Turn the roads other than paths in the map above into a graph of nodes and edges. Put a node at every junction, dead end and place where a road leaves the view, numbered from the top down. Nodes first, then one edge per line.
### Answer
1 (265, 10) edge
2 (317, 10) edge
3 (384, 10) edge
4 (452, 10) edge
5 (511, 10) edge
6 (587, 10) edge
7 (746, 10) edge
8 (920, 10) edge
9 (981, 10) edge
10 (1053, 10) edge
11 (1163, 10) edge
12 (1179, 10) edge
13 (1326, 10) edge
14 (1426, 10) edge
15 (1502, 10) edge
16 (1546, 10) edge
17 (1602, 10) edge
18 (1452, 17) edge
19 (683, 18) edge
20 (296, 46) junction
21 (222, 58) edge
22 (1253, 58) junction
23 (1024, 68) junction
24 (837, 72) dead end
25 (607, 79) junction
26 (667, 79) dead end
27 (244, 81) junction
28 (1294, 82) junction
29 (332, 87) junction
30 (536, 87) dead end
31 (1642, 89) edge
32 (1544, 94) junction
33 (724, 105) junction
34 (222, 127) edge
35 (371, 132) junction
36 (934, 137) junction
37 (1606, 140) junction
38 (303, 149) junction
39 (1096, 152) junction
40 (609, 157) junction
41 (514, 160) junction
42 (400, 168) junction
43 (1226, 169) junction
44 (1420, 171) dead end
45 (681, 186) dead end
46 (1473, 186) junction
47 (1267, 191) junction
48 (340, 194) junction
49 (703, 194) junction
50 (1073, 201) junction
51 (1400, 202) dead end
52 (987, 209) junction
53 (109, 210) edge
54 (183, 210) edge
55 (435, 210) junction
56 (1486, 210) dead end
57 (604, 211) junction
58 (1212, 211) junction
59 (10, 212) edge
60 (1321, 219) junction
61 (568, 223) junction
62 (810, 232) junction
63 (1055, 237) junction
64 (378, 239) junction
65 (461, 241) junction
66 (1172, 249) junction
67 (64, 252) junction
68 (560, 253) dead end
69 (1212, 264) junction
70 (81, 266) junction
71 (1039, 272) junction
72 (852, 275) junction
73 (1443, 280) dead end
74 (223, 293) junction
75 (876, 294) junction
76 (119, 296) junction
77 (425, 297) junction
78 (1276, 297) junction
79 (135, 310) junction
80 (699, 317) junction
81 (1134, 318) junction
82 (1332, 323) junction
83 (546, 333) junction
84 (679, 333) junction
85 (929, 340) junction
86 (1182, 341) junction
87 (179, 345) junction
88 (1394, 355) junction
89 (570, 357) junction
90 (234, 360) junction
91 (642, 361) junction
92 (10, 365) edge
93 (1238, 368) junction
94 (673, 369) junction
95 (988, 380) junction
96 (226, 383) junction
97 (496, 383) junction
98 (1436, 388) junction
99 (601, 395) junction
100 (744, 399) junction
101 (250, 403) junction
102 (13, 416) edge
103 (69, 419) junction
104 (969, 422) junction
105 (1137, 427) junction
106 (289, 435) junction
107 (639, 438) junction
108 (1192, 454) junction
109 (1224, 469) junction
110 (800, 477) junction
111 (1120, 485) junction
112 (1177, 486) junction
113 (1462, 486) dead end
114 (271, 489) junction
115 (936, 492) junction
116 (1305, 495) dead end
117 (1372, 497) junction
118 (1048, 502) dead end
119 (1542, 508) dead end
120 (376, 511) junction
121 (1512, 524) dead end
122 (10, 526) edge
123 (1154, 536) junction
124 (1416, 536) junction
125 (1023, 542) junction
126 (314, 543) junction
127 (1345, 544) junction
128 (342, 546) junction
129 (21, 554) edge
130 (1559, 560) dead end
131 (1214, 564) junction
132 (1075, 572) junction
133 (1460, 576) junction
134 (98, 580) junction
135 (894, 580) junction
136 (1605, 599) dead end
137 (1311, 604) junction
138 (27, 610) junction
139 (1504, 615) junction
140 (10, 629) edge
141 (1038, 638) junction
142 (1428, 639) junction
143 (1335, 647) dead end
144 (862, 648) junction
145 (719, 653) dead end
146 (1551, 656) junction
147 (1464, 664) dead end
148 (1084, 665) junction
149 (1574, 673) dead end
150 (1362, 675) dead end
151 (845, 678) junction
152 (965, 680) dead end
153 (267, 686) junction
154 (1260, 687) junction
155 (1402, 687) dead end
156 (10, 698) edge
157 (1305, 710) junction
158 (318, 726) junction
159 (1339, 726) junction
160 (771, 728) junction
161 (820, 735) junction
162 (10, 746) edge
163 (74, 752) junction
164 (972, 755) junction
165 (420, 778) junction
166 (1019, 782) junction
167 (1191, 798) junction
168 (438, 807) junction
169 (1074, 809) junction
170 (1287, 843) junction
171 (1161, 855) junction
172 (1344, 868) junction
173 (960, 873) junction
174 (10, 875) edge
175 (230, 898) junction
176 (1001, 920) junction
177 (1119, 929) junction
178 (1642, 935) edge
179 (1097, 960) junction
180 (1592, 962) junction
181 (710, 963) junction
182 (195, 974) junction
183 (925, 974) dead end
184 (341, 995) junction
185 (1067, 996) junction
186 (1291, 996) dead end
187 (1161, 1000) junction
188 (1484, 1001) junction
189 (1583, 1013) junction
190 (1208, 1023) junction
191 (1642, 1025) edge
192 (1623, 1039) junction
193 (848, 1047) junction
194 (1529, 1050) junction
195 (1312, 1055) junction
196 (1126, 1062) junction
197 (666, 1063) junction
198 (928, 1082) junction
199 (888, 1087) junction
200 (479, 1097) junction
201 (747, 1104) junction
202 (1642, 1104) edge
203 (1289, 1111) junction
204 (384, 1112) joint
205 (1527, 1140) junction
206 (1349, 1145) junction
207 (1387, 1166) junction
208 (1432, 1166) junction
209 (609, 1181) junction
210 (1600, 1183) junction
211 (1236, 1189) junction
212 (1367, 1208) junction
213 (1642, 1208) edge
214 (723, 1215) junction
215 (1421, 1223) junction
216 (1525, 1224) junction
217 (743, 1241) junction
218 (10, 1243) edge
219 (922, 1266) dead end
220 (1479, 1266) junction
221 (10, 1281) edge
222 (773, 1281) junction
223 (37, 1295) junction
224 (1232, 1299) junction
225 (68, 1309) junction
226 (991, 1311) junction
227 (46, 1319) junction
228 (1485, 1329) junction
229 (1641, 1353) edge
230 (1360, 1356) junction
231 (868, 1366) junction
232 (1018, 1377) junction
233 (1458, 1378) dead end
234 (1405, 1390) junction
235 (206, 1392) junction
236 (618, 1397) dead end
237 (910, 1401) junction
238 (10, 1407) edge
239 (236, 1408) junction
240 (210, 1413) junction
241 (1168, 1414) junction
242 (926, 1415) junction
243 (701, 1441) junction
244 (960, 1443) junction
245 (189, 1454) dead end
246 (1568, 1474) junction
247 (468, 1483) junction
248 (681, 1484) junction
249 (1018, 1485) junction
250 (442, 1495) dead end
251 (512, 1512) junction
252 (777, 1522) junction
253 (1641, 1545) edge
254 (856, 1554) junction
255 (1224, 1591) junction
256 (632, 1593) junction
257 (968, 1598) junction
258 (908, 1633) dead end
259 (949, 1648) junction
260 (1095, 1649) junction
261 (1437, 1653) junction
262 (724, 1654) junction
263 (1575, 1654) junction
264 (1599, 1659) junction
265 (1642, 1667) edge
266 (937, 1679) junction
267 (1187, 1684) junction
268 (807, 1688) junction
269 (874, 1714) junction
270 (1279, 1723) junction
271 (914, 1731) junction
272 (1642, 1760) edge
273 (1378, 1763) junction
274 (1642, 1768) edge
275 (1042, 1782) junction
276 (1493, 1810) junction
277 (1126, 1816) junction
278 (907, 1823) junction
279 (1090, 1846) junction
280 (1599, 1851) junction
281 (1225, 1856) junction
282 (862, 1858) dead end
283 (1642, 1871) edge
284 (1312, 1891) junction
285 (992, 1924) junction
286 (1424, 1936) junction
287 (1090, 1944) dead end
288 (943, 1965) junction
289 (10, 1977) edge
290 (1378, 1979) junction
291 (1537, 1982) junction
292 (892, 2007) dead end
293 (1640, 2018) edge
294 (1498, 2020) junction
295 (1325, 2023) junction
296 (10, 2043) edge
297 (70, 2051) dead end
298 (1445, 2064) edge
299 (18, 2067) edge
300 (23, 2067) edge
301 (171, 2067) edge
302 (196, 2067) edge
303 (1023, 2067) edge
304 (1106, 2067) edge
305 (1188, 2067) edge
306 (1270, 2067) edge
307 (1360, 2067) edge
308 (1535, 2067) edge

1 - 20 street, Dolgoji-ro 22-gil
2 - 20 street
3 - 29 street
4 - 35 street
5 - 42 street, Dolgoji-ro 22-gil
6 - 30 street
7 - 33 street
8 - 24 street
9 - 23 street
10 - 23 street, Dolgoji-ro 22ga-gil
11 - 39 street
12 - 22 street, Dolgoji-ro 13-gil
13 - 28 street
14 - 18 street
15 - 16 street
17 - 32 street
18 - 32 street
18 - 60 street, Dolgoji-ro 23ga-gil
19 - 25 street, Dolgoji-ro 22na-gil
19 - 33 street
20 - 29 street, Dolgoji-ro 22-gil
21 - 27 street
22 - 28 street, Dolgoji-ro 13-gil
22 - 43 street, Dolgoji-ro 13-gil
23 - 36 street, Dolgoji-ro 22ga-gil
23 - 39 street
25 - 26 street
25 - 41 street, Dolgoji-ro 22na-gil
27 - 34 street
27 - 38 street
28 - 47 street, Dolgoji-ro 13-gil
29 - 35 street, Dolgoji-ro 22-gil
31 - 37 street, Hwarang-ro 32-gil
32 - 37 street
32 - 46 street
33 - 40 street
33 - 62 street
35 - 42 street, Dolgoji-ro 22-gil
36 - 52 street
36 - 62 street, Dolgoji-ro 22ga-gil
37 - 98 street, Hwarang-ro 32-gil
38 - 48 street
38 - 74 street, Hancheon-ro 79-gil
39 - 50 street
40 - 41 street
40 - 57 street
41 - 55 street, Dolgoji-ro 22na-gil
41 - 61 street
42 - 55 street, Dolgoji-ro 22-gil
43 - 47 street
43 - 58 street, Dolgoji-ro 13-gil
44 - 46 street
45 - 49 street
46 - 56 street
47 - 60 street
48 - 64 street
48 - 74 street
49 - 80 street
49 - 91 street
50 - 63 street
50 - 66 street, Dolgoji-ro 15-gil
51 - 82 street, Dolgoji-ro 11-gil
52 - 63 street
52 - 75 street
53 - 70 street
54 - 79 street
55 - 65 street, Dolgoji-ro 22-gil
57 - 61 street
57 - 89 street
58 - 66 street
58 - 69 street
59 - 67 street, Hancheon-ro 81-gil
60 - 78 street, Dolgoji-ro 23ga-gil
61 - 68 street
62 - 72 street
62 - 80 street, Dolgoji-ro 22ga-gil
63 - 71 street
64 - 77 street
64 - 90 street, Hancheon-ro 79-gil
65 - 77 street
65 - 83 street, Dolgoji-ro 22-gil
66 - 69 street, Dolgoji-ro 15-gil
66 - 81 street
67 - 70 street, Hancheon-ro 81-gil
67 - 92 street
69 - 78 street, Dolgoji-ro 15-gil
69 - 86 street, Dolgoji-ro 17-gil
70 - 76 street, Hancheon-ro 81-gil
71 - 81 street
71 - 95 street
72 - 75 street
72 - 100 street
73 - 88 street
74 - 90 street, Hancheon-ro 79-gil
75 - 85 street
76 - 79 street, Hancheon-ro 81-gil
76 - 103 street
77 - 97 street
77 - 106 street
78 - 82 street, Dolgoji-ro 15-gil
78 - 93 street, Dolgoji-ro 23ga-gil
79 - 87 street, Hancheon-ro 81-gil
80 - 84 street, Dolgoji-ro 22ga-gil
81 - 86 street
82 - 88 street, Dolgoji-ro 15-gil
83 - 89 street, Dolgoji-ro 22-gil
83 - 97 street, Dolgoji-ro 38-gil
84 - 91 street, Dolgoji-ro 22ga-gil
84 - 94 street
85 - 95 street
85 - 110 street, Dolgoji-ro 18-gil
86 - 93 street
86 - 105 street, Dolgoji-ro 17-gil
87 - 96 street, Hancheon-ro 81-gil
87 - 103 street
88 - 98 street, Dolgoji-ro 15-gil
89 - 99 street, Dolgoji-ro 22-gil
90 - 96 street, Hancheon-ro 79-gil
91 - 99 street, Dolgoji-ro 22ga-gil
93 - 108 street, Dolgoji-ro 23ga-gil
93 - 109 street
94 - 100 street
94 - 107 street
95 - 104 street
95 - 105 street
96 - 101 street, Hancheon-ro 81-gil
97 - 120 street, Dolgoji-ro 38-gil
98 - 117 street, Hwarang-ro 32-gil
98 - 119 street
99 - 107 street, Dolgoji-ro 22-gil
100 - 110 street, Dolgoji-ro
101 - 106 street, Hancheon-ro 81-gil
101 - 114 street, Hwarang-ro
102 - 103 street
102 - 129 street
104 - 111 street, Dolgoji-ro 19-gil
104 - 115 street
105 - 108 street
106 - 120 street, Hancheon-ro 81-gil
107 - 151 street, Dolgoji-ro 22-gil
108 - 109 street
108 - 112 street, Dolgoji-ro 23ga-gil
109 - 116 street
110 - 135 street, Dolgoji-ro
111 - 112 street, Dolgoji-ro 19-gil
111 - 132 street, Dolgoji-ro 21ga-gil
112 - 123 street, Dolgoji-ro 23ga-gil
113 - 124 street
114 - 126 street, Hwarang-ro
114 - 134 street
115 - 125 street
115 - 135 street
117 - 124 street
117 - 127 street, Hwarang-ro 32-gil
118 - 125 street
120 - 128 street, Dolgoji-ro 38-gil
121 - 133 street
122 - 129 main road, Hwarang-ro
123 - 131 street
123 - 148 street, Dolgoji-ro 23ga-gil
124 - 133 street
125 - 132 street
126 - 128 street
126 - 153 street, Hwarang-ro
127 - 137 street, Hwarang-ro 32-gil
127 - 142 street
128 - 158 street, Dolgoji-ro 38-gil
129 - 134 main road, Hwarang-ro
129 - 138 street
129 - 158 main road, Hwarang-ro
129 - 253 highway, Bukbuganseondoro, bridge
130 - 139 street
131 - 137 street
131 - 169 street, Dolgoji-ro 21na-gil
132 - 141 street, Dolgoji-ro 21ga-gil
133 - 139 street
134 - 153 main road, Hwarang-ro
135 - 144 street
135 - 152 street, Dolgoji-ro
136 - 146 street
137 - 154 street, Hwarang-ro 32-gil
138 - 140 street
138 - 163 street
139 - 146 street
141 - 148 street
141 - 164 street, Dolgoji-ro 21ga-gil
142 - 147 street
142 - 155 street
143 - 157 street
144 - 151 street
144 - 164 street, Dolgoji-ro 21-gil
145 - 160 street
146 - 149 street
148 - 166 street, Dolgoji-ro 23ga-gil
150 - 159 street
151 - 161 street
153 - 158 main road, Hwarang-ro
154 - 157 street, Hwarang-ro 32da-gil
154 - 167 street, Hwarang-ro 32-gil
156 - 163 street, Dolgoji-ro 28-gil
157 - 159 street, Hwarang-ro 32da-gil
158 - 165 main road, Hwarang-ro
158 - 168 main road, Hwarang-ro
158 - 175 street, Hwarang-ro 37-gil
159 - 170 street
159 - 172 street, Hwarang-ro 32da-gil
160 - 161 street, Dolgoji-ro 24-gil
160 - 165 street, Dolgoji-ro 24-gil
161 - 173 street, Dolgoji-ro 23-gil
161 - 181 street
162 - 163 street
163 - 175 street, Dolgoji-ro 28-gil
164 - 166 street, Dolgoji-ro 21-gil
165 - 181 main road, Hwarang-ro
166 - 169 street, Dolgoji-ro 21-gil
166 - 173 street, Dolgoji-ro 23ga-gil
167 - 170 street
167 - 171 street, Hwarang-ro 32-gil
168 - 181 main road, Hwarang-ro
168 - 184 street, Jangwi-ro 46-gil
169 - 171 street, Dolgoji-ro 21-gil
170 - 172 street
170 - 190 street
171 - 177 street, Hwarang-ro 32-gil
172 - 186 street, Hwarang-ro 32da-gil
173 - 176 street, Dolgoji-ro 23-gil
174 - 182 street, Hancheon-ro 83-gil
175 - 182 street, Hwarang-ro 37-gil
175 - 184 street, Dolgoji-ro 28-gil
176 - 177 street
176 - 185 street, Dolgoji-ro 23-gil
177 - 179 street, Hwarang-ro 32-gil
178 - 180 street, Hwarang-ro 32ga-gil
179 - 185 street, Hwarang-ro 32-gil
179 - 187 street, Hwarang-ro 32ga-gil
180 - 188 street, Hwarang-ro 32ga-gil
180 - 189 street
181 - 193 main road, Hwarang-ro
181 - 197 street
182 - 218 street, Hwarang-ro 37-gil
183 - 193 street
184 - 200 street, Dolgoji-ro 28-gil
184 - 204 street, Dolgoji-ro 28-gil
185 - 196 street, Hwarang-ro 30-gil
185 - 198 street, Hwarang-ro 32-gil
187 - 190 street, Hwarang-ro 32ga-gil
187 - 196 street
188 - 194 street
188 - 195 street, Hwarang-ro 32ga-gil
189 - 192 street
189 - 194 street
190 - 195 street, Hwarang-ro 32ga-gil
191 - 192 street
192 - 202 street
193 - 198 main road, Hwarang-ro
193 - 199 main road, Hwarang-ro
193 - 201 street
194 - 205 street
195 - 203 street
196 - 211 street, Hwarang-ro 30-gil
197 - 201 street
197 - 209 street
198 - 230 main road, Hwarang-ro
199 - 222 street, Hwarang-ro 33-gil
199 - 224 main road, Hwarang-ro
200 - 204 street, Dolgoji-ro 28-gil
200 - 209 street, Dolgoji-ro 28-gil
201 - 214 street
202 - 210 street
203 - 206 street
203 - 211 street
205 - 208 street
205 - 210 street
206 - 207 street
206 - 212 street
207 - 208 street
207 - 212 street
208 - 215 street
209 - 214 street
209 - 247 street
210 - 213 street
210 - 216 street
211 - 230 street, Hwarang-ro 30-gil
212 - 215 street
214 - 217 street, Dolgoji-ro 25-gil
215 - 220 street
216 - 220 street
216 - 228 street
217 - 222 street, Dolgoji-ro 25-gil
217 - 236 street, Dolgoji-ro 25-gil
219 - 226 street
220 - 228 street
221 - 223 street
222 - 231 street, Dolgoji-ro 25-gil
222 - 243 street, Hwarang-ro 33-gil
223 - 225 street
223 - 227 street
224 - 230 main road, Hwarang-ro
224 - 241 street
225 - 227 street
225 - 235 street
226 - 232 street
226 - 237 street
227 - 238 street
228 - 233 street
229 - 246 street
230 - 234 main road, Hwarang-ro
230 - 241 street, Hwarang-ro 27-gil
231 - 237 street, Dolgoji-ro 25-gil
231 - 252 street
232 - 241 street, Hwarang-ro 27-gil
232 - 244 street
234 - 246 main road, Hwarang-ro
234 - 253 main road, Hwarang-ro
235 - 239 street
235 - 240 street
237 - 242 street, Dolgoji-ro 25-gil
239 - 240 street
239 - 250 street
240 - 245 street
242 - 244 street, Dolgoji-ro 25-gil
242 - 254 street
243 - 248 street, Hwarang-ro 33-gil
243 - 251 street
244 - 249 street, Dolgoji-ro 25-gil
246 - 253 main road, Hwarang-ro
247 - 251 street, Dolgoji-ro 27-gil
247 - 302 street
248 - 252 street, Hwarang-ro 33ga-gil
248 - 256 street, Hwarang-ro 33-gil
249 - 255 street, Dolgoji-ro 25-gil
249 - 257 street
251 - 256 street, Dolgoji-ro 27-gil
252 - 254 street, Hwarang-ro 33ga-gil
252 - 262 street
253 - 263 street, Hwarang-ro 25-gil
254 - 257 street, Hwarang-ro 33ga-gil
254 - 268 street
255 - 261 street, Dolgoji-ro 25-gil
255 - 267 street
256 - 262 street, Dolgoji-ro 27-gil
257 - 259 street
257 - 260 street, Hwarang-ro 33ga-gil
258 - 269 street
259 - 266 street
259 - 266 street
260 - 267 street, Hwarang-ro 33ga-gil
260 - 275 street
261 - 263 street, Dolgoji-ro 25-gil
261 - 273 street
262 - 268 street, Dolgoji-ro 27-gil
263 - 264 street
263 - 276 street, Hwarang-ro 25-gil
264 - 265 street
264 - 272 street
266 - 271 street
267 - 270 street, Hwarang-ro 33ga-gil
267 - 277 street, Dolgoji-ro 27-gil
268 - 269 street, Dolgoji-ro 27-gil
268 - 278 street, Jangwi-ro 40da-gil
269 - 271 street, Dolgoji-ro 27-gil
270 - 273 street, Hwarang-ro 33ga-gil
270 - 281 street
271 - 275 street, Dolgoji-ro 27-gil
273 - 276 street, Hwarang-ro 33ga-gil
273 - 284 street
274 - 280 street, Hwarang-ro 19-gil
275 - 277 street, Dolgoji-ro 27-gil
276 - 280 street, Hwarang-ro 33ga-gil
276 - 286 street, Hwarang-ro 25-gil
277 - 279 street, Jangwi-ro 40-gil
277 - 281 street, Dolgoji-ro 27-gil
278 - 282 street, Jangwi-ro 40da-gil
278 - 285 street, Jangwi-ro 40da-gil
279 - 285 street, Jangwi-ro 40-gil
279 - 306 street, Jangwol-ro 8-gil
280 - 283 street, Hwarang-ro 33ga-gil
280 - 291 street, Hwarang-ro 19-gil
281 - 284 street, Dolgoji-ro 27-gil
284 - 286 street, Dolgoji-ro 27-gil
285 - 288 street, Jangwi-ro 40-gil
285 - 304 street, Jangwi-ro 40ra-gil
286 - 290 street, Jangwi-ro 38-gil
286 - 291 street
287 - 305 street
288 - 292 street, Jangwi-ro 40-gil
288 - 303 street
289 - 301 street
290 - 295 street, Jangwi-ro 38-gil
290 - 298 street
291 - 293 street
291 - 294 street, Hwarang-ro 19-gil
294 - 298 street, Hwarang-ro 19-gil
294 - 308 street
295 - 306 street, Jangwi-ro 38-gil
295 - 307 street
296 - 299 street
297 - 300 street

■ ■ ■ ■ ■

PROBLEM STATEMENT:
Whenever the string "Jangwi" turns up in a line of the data, copy that line.

RESPONSE TO THIS EXERCISE:
168 - 184 street, Jangwi-ro 46-gil
268 - 278 street, Jangwi-ro 40da-gil
277 - 279 street, Jangwi-ro 40-gil
278 - 282 street, Jangwi-ro 40da-gil
278 - 285 street, Jangwi-ro 40da-gil
279 - 285 street, Jangwi-ro 40-gil
285 - 288 street, Jangwi-ro 40-gil
285 - 304 street, Jangwi-ro 40ra-gil
286 - 290 street, Jangwi-ro 38-gil
288 - 292 street, Jangwi-ro 40-gil
290 - 295 street, Jangwi-ro 38-gil
295 - 306 street, Jangwi-ro 38-gil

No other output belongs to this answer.